Dans le cadre de mon travail au Edmonton Shift Lab, j’ai constaté que l’inclusion d’un collègue autochtone au sein de l’équipe de gestion nous a permis de forger des liens d’amitié authentiques, fondés sur la réciprocité: chaque membre a pu apprendre du vécu de l’autre pour ensuite concevoir ensemble un laboratoire d’innovation sociale favorisant l’intégration des diverses réalités vécues. Il ne s’agissait pas d’un détail secondaire, mais bien d’une priorité établie d’entrée de jeu dans la structure du laboratoire. Cette approche nous a permis de donner l’espace nécessaire à la perspective autochtone dans tous les prototypes. Lorsque nous négligeons l’importance de cette approche, nous maintenons le fonctionnement d’un système d’oppression plutôt que de créer des processus d’affranchissement.
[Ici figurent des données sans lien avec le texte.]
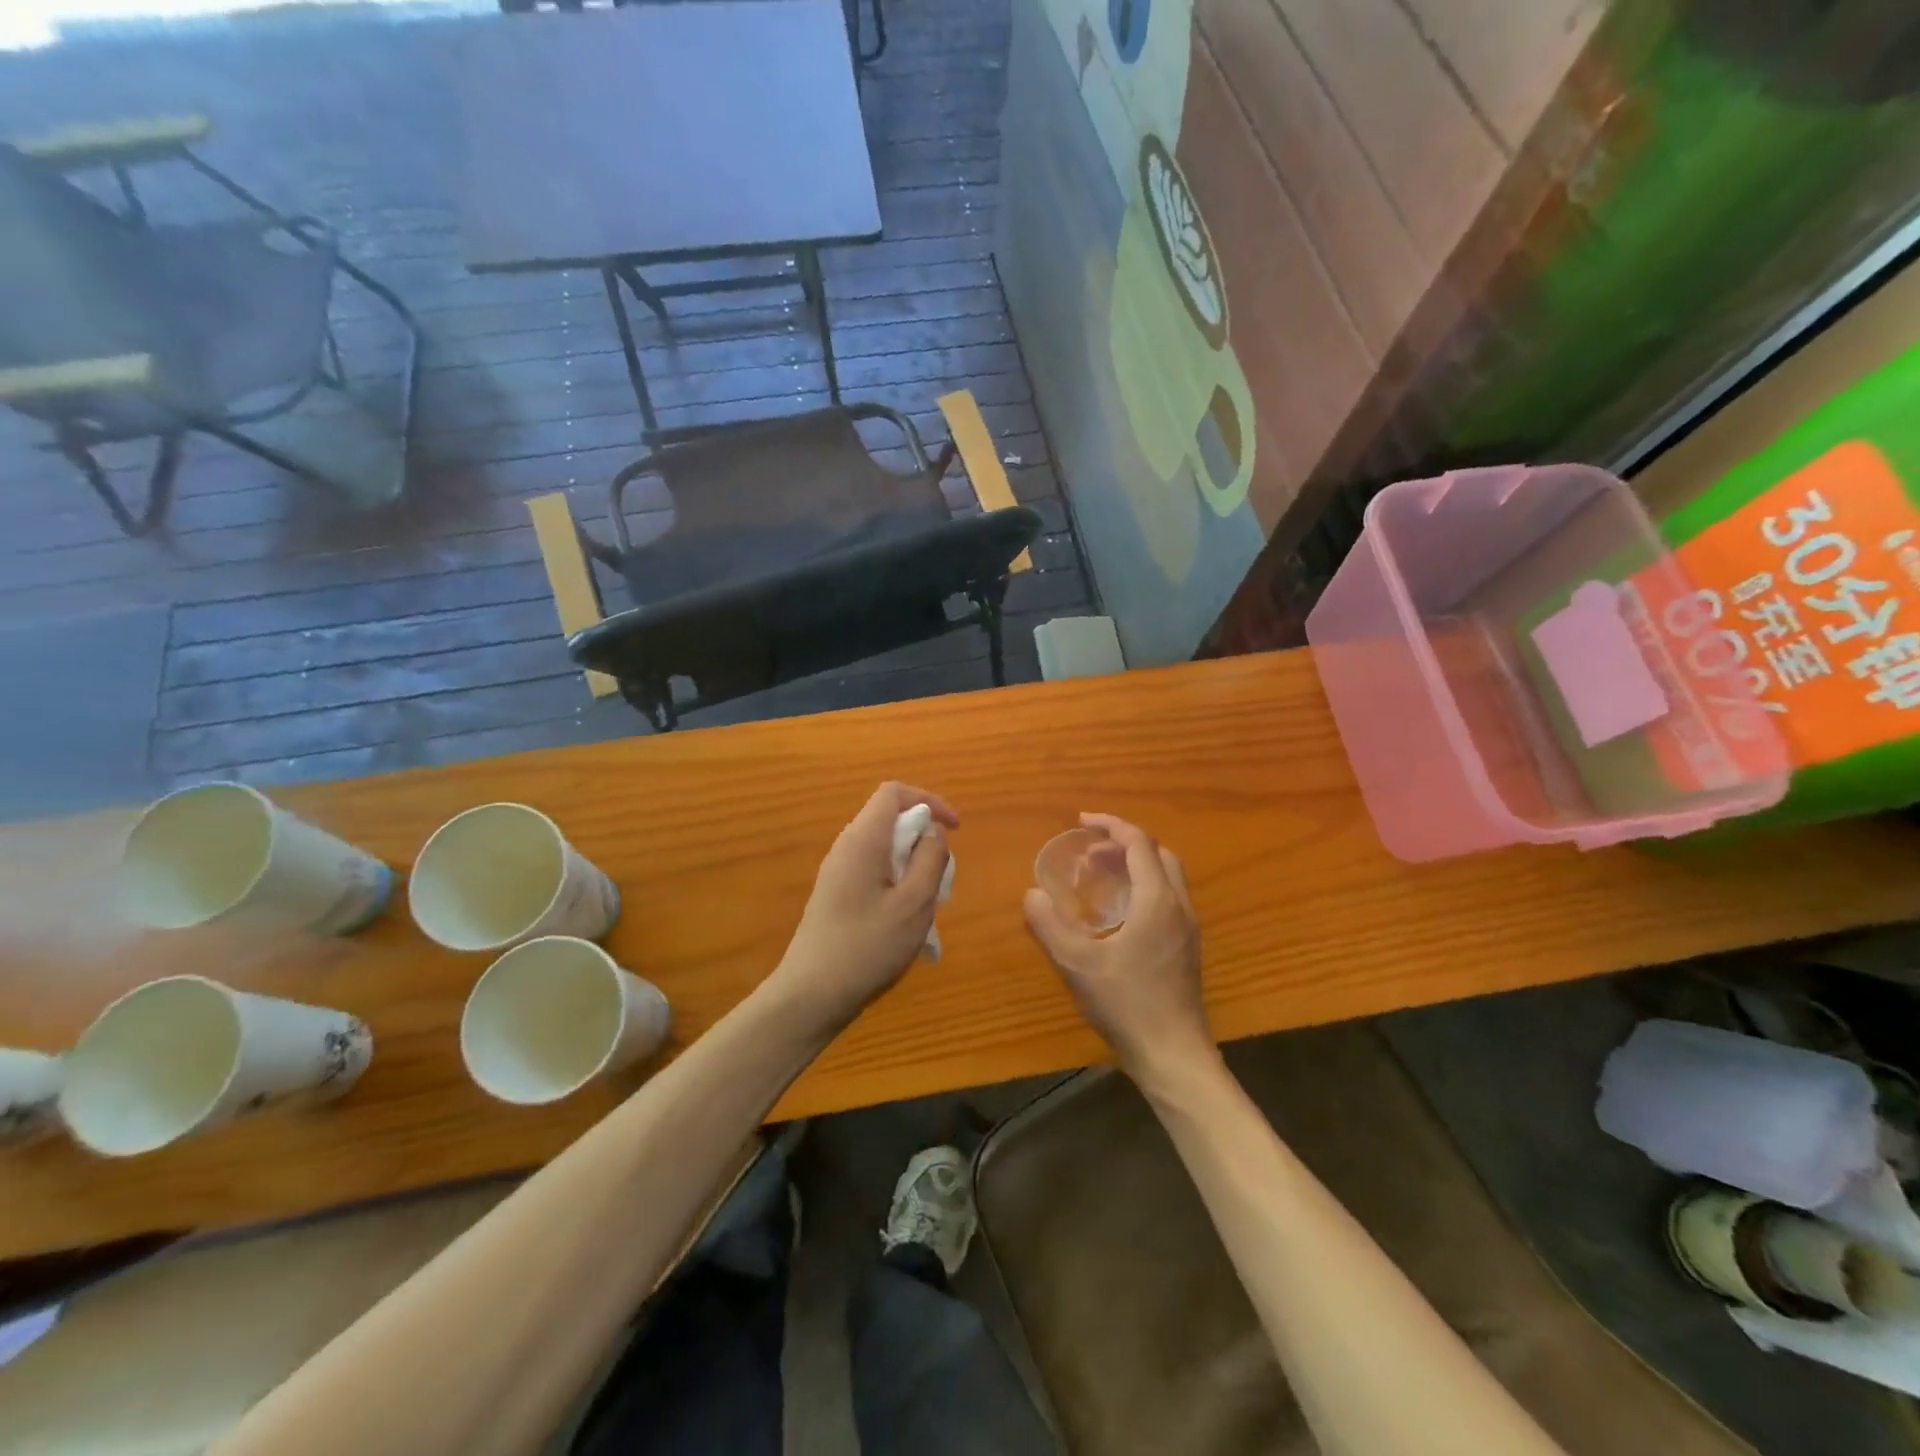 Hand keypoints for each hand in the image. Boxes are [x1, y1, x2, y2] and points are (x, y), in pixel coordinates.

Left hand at [773, 782, 957, 1033]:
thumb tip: (933, 833)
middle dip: (922, 838)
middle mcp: (846, 847)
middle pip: (889, 819)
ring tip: (926, 902)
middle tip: (941, 876)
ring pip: (883, 848)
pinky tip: (903, 920)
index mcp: (863, 840)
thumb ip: (930, 860)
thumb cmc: (868, 947)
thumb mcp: (914, 904)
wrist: (811, 994)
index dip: (929, 801)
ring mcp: (836, 872)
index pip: (894, 793)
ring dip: (911, 863)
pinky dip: (895, 880)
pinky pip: (872, 870)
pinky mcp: (834, 894)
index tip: (954, 829)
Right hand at [1023, 813, 1216, 1090]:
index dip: (1111, 826)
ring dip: (1136, 864)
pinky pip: (1169, 897)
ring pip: (1167, 876)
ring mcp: (1188, 928)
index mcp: (1157, 900)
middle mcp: (1179, 906)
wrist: (1174, 1055)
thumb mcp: (1077, 964)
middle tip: (1089, 852)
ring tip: (1101, 876)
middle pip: (1158, 854)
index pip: (1139, 843)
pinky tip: (1119, 913)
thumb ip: (1050, 926)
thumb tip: (1032, 894)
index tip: (1082, 822)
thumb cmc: (1126, 1005)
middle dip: (1124, 843)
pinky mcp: (1187, 948)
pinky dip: (1145, 886) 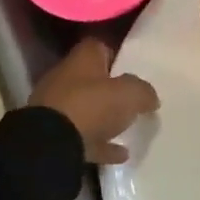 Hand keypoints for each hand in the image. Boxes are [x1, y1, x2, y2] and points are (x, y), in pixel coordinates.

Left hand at [28, 39, 158, 165]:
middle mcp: (65, 78)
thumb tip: (150, 97)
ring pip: (85, 108)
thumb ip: (143, 91)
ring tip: (127, 127)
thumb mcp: (130, 94)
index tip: (133, 67)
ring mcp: (56, 108)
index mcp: (82, 60)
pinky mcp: (53, 136)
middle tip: (132, 98)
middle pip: (91, 78)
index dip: (116, 54)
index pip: (99, 46)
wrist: (50, 145)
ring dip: (103, 117)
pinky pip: (82, 137)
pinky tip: (120, 153)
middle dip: (110, 88)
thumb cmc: (92, 106)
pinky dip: (99, 143) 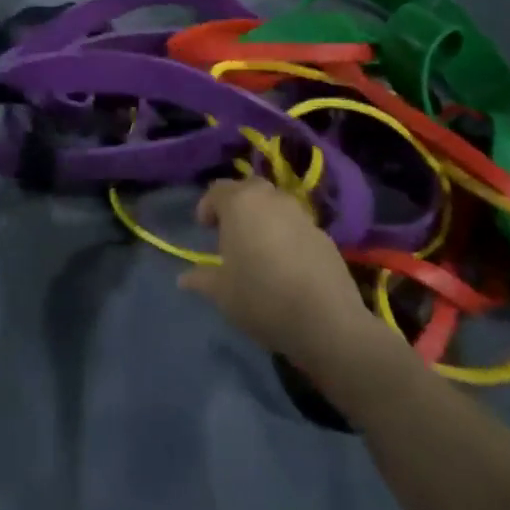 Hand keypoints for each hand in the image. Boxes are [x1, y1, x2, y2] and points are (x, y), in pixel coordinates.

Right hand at [178, 177, 376, 365]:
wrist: (326, 320)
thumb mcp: (222, 293)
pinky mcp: (324, 235)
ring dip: (263, 218)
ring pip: (276, 205)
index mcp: (240, 204)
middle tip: (230, 232)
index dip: (207, 207)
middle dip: (237, 205)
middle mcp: (271, 199)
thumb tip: (184, 278)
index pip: (217, 190)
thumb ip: (201, 278)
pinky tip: (285, 263)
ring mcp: (301, 215)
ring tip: (258, 247)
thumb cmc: (261, 297)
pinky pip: (296, 225)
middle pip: (249, 189)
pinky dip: (286, 234)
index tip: (205, 229) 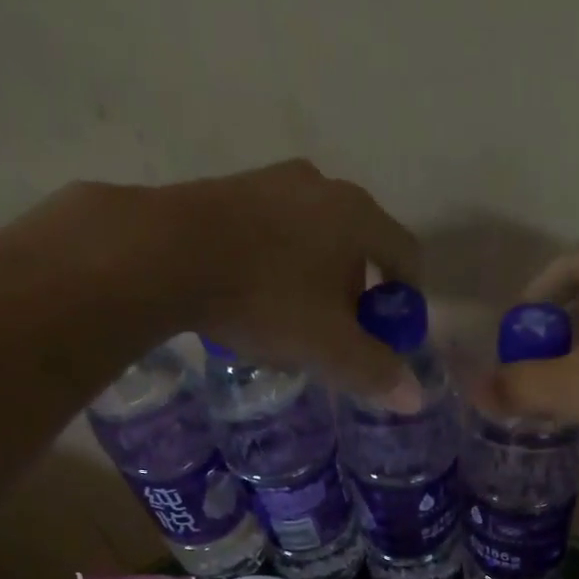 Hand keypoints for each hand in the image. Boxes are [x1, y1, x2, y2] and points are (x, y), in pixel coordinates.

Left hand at [12, 161, 421, 407]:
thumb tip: (415, 397)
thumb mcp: (328, 347)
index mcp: (357, 215)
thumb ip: (375, 371)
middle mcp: (322, 185)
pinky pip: (272, 232)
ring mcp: (272, 181)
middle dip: (357, 294)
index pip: (406, 254)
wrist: (163, 254)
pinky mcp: (228, 188)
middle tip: (339, 336)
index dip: (408, 299)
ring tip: (290, 321)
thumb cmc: (265, 298)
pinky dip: (277, 265)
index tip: (393, 334)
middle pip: (359, 246)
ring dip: (314, 280)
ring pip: (313, 238)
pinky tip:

Plusieurs mesures sont requises pour appliquer efficacement cette approche. Nous pouvons cependant commencer par répondre à ces questions simples: qui fait partie de la communauté que nous essayons d’aider? Qui n’en fait pas partie? Pourquoi ces individus sont-ils impliqués dans le processus? Qui détient le plus de pouvoir? Ces questions, suggérées par le Creative Reaction Lab (qui a mis au point un précieux éventail de conseils et d’outils et accomplit un remarquable travail d’accompagnement dans ce type de démarche), nous permettent de repérer nos préjugés organisationnels en amont et d’établir le cadre de travail approprié. Il existe de nombreuses autres ressources qui peuvent aider les organisations à mener à bien ce processus.

Dans cet effort de transformation collective, nous sommes tous des leaders. Nous avons l’occasion de nous débarrasser de nos propres préjugés et d’utiliser nos apprentissages personnels pour favoriser notre évolution commune. Si ce processus est bien mené, nous réussirons à pleinement intégrer la diversité des identités dans notre conception du monde et au cœur des systèmes au sein desquels nous vivons.

Aleeya Velji est spécialiste en innovation sociale et soutient de grandes et de petites institutions qui souhaitent provoquer des changements systémiques. Elle travaille actuellement à la Société canadienne d’hypothèques et de logement à Montréal.